(What is expected)
Drop all images and give the records again exactly.

(Input data)
= = = = = = =

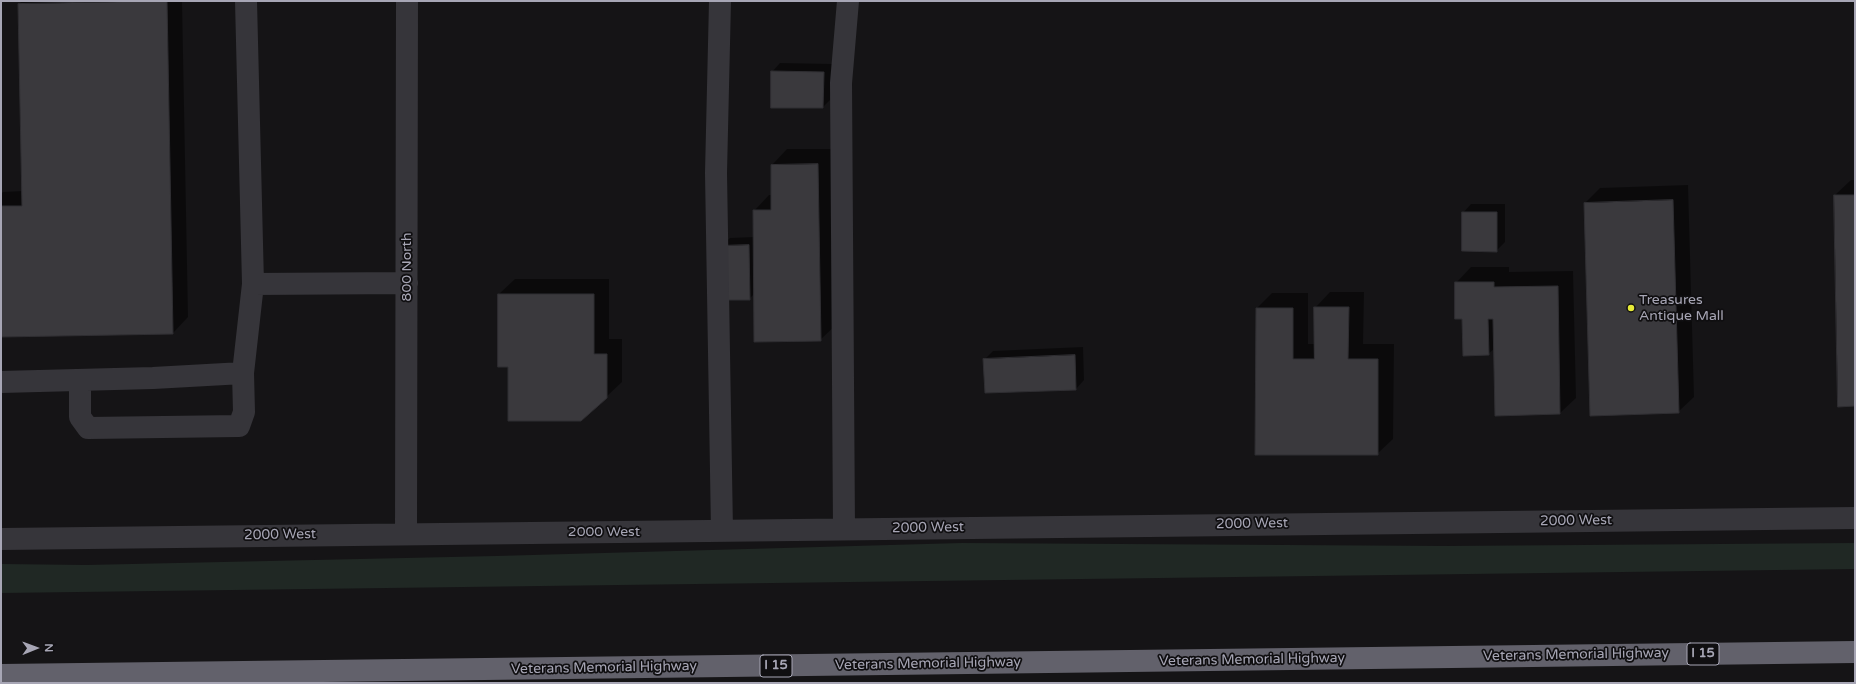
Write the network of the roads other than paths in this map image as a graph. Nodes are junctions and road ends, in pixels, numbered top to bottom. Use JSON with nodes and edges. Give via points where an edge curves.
{"nodes":[{"id":1,"x":246,"y":1,"type":"edge"},
{"id":2,"x":407,"y":1,"type":"edge"},
{"id":3,"x":720,"y":1,"type":"edge"},
{"id":4,"x":848,"y":1,"type":"edge"},
{"id":5,"x":407,"y":283,"type":"junction"},
{"id":6,"x":253,"y":284,"type":"junction"},
{"id":7,"x":243,"y":373,"type":"junction"},
{"id":8,"x":80,"y":380,"type":"junction"},
{"id":9,"x":1,"y":382,"type":"edge"},
{"id":10,"x":1855,"y":518,"type":"edge"},
{"id":11,"x":844,"y":529,"type":"junction"},
{"id":12,"x":722,"y":530,"type":"junction"},
{"id":13,"x":406,"y":533,"type":"junction"},
{"id":14,"x":1,"y":539,"type":"edge"},
{"id":15,"x":1855,"y":652,"type":"edge"},
{"id":16,"x":1,"y":675,"type":"edge"}],
"edges":[{"from":1,"to":6,"type":"street"},
{"from":2,"to":5,"type":"street","name":"800 North"},
{"from":3,"to":12,"type":"street","via":[[716,173]]},
{"from":4,"to":11,"type":"street","via":[[841,83]]},
{"from":5,"to":6,"type":"street"},
{"from":5,"to":13,"type":"street","name":"800 North"},
{"from":6,"to":7,"type":"street"},
{"from":7,"to":8,"type":"street"},
{"from":7,"to":8,"type":"street","via":[[244,412],[239,426],[88,428],[80,417]]},
{"from":8,"to":9,"type":"street"},
{"from":10,"to":11,"type":"street","name":"2000 West"},
{"from":11,"to":12,"type":"street","name":"2000 West"},
{"from":12,"to":13,"type":"street","name":"2000 West"},
{"from":13,"to":14,"type":"street","name":"2000 West"},
{"from":15,"to":16,"type":"highway","name":"Veterans Memorial Highway","number":"I 15"}]}
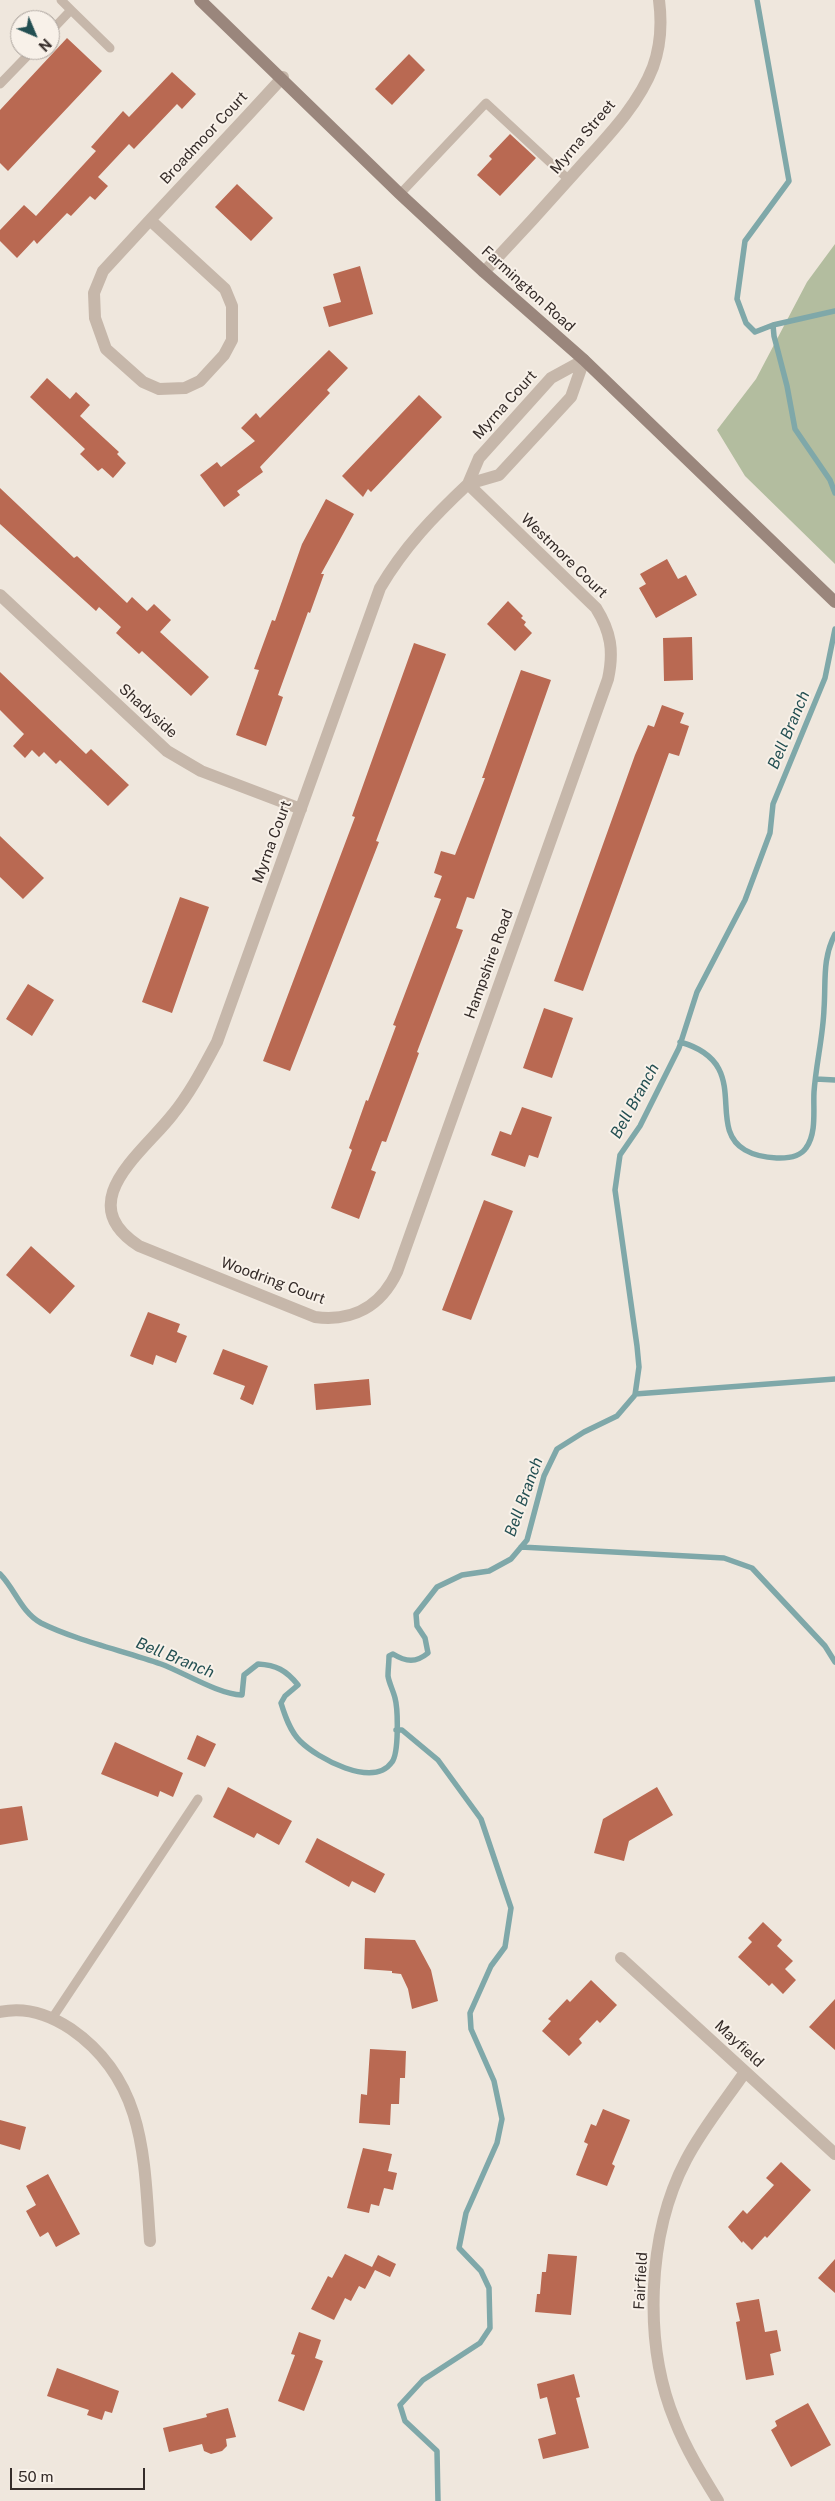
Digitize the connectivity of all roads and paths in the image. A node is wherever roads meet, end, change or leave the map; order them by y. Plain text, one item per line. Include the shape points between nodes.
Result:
1 (61, 0) edge
2 (200, 0) edge
3 (659, 0) edge
4 (71, 10) junction
5 (60, 22) edge
6 (110, 48) dead end
7 (23, 60) edge
8 (283, 78) junction
9 (0, 84) edge
10 (569, 180) junction
11 (400, 194) junction
12 (150, 220) junction
13 (484, 272) junction
14 (584, 360) junction
15 (468, 484) junction
16 (0, 595) edge
17 (835, 602) edge
18 (593, 720) joint
19 (301, 809) junction
20 (112, 1213) joint
21 (416, 1218) joint
22 (198, 1799) dead end
23 (621, 1958) dead end
24 (0, 2012) edge
25 (53, 2017) junction
26 (745, 2072) junction
27 (835, 2154) edge
28 (150, 2241) dead end
29 (718, 2501) edge

1 - 4 lane
2 - 8 main road, Farmington Road
3 - 10 street, Myrna Street via 661,34 653,68 612,132
4 - 5 lane
4 - 6 lane
7 - 9 lane
8 - 11 main road, Farmington Road
8 - 12 street, Broadmoor Court
10 - 11 lane via 486,103
10 - 13 street, Myrna Street
11 - 13 main road, Farmington Road
12 - 12 street, Broadmoor Court via 103,271 94,293 95,318 106,349 143,382 158,389 185,388 200,382 224,355 232,340 232,306 225,289
13 - 14 main road, Farmington Road
14 - 15 street, Myrna Court via 551,378 479,458
14 - 15 street, Myrna Court via 570,397 499,475
14 - 17 main road, Farmington Road
15 - 18 street, Westmore Court via 596,608 604,621 612,659
15 - 19 street, Myrna Court via 424,526 380,588
16 - 19 street, Shadyside via 167,751 201,770
18 - 21 street, Hampshire Road
19 - 20 street, Myrna Court via 217,1042 175,1112 119,1174 112,1192
20 - 21 street, Woodring Court via 121,1232 139,1246 303,1313 327,1318 350,1316 380,1298 397,1272
22 - 25 lane
23 - 26 street, Mayfield
24 - 25 street via 29,2011
25 - 28 street via 98,2052 117,2075 130,2100 144,2154
26 - 27 street, Mayfield
26 - 29 street, Fairfield via 685,2162 663,2226 655,2280 656,2350 662,2380 674,2420

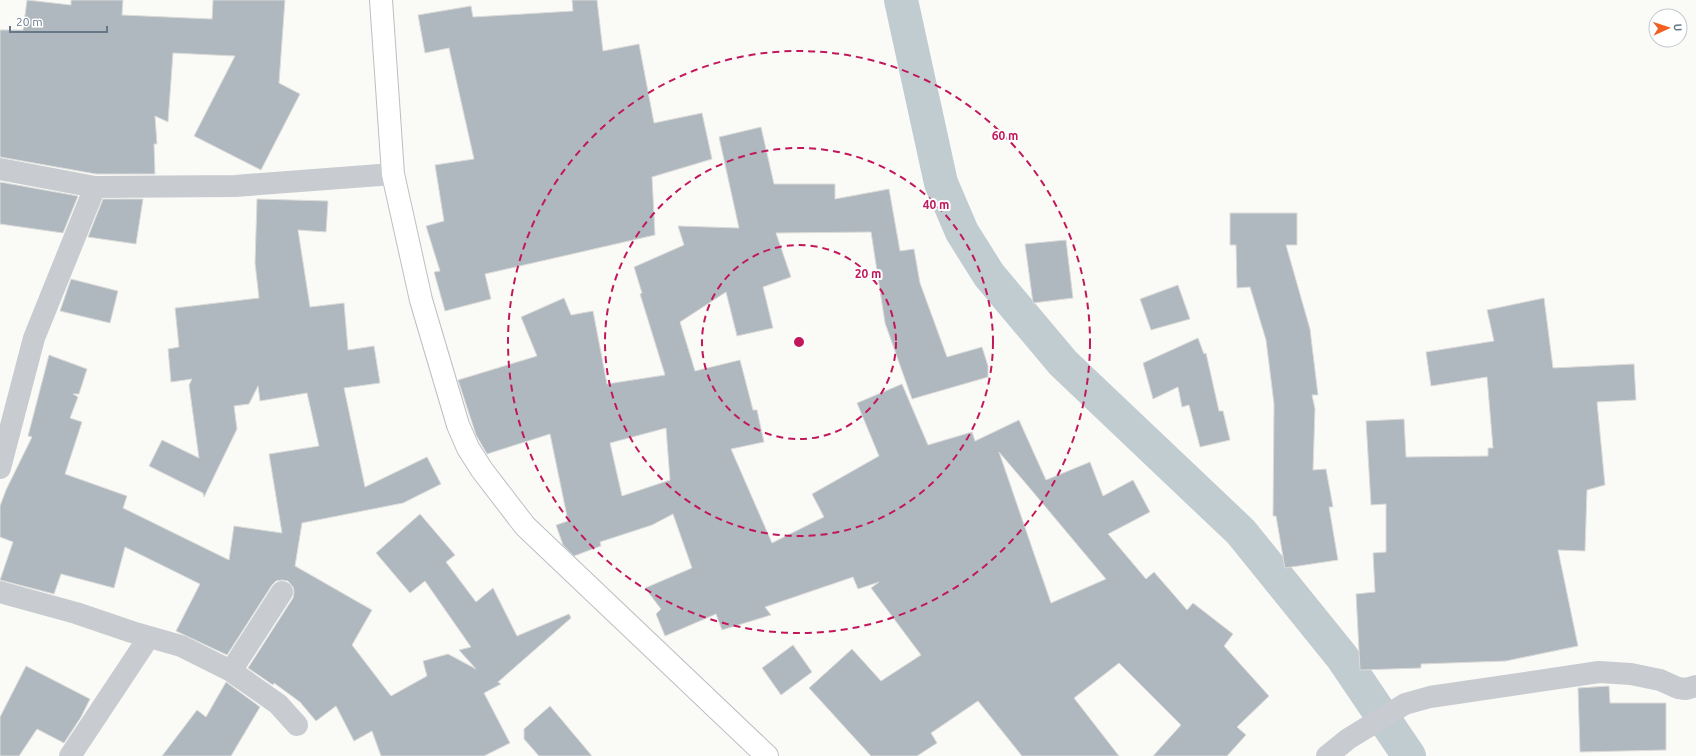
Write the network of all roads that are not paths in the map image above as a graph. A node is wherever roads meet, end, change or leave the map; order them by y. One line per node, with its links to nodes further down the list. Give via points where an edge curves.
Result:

= = = = = = =

(Task output)
Write the network of the roads other than paths in this map image as a graph. Nodes are junctions and road ends, in pixels, numbered top to bottom. Use JSON with nodes and edges. Give via points where an edge curves.
{"nodes":[{"id":1,"x":246,"y":1,"type":"edge"},
{"id":2,"x":407,"y":1,"type":"edge"},
{"id":3,"x":720,"y":1,"type":"edge"},
{"id":4,"x":848,"y":1,"type":"edge"},
{"id":5,"x":407,"y":283,"type":"junction"},
{"id":6,"x":253,"y":284,"type":"junction"},
{"id":7,"x":243,"y":373,"type":"junction"},
{"id":8,"x":80,"y":380,"type":"junction"},
{"id":9,"x":1,"y":382,"type":"edge"},
{"id":10,"x":1855,"y":518,"type":"edge"},
{"id":11,"x":844,"y":529,"type":"junction"},
{"id":12,"x":722,"y":530,"type":"junction"},
{"id":13,"x":406,"y":533,"type":"junction"},
{"id":14,"x":1,"y":539,"type":"edge"},
{"id":15,"x":1855,"y":652,"type":"edge"},
{"id":16,"x":1,"y":675,"type":"edge"}],
"edges":[{"from":1,"to":6,"type":"street"},
{"from":2,"to":5,"type":"street","name":"800 North"},
{"from":3,"to":12,"type":"street","via":[[716,173]]},
{"from":4,"to":11,"type":"street","via":[[841,83]]},
{"from":5,"to":6,"type":"street"},
{"from":5,"to":13,"type":"street","name":"800 North"},
{"from":6,"to":7,"type":"street"},
{"from":7,"to":8,"type":"street"},
{"from":7,"to":8,"type":"street","via":[[244,412],[239,426],[88,428],[80,417]]},
{"from":8,"to":9,"type":"street"},
{"from":10,"to":11,"type":"street","name":"2000 West"},
{"from":11,"to":12,"type":"street","name":"2000 West"},
{"from":12,"to":13,"type":"street","name":"2000 West"},
{"from":13,"to":14,"type":"street","name":"2000 West"},
{"from":15,"to":16,"type":"highway","name":"Veterans Memorial Highway","number":"I 15"}]}
Digitize the connectivity of all roads and paths in the image. A node is wherever roads meet, end, change or leave the map; order them by y. Plain text, one item per line. Include the shape points between nodes.
Result:
1 (61, 0) edge
2 (200, 0) edge
3 (659, 0) edge
4 (71, 10) junction
5 (60, 22) edge
6 (110, 48) dead end
7 (23, 60) edge
8 (283, 78) junction
9 (0, 84) edge
10 (569, 180) junction
11 (400, 194) junction
12 (150, 220) junction
13 (484, 272) junction
14 (584, 360) junction
15 (468, 484) junction
16 (0, 595) edge
17 (835, 602) edge
18 (593, 720) joint
19 (301, 809) junction
20 (112, 1213) joint
21 (416, 1218) joint
22 (198, 1799) dead end
23 (621, 1958) dead end
24 (0, 2012) edge
25 (53, 2017) junction
26 (745, 2072) junction
27 (835, 2154) edge
28 (150, 2241) dead end
29 (718, 2501) edge

1 - 4 lane
2 - 8 main road, Farmington Road
3 - 10 street, Myrna Street via 661,34 653,68 612,132
4 - 5 lane
4 - 6 lane
7 - 9 lane
8 - 11 main road, Farmington Road
8 - 12 street, Broadmoor Court
10 - 11 lane via 486,103
10 - 13 street, Myrna Street
11 - 13 main road, Farmington Road
12 - 12 street, Broadmoor Court via 103,271 94,293 95,318 106,349 143,382 158,389 185,388 200,382 224,355 232,340 232,306 225,289
13 - 14 main road, Farmington Road
14 - 15 street, Myrna Court via 551,378 479,458
14 - 15 street, Myrna Court via 570,397 499,475
14 - 17 main road, Farmington Road
15 - 18 street, Westmore Court via 596,608 604,621 612,659
15 - 19 street, Myrna Court via 424,526 380,588
16 - 19 street, Shadyside via 167,751 201,770
18 - 21 street, Hampshire Road
19 - 20 street, Myrna Court via 217,1042 175,1112 119,1174 112,1192
20 - 21 street, Woodring Court via 121,1232 139,1246 303,1313 327,1318 350,1316 380,1298 397,1272
22 - 25 lane
23 - 26 street, Mayfield
24 - 25 street via 29,2011
25 - 28 street via 98,2052 117,2075 130,2100 144,2154
26 - 27 street, Mayfield
26 - 29 street, Fairfield via 685,2162 663,2226 655,2280 656,2350 662,2380 674,2420

Write the network of all roads that are not paths in the map image above as a graph. A node is wherever roads meet, end, change or leave the map; order them by y. One line per node, with its links to nodes further down the list. Give via points where an edge curves.
Result:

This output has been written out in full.